BEGIN Input material

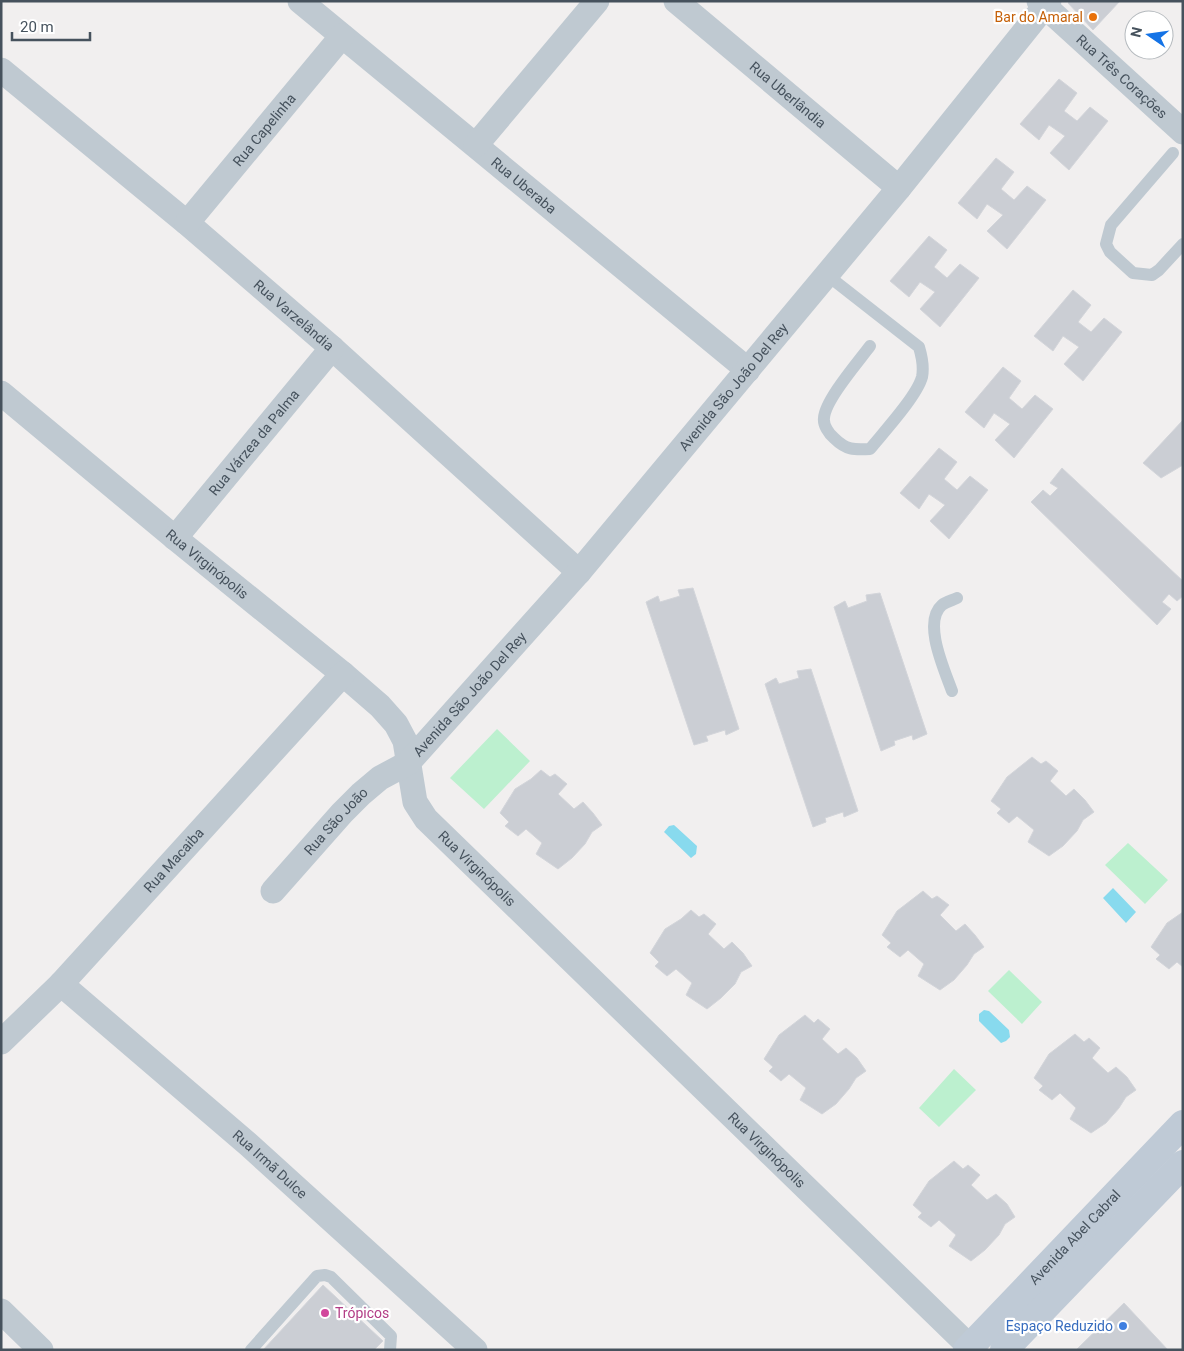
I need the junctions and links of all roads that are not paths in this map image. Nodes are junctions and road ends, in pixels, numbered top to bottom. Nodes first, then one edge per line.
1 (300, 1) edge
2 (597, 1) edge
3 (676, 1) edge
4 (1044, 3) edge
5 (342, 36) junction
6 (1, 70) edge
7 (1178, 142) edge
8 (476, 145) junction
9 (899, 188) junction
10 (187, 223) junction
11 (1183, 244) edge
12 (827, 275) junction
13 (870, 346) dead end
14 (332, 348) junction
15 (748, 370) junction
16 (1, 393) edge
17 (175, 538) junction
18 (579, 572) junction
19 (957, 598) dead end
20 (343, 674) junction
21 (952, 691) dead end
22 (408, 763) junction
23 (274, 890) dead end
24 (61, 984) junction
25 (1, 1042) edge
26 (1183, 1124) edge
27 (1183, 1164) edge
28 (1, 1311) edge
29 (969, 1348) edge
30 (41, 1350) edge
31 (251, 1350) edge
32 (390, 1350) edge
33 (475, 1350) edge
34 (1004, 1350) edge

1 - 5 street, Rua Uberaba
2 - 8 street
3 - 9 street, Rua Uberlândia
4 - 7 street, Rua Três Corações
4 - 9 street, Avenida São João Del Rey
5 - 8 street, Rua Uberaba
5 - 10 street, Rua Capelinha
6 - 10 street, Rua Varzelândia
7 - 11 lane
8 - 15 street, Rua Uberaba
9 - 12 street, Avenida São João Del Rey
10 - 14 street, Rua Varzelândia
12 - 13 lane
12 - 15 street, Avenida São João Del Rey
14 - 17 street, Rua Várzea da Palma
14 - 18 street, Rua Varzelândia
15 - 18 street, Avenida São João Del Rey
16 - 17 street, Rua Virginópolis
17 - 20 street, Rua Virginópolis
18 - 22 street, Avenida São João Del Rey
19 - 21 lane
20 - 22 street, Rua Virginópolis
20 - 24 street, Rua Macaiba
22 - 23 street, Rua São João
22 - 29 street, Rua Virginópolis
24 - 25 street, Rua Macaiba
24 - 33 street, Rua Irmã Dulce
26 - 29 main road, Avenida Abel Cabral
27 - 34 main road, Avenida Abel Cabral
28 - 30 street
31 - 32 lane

END Input material

• About this task:
Scan the listing for the string "Abel". Copy each line that has it.

• Answer section:
26 - 29 main road, Avenida Abel Cabral
27 - 34 main road, Avenida Abel Cabral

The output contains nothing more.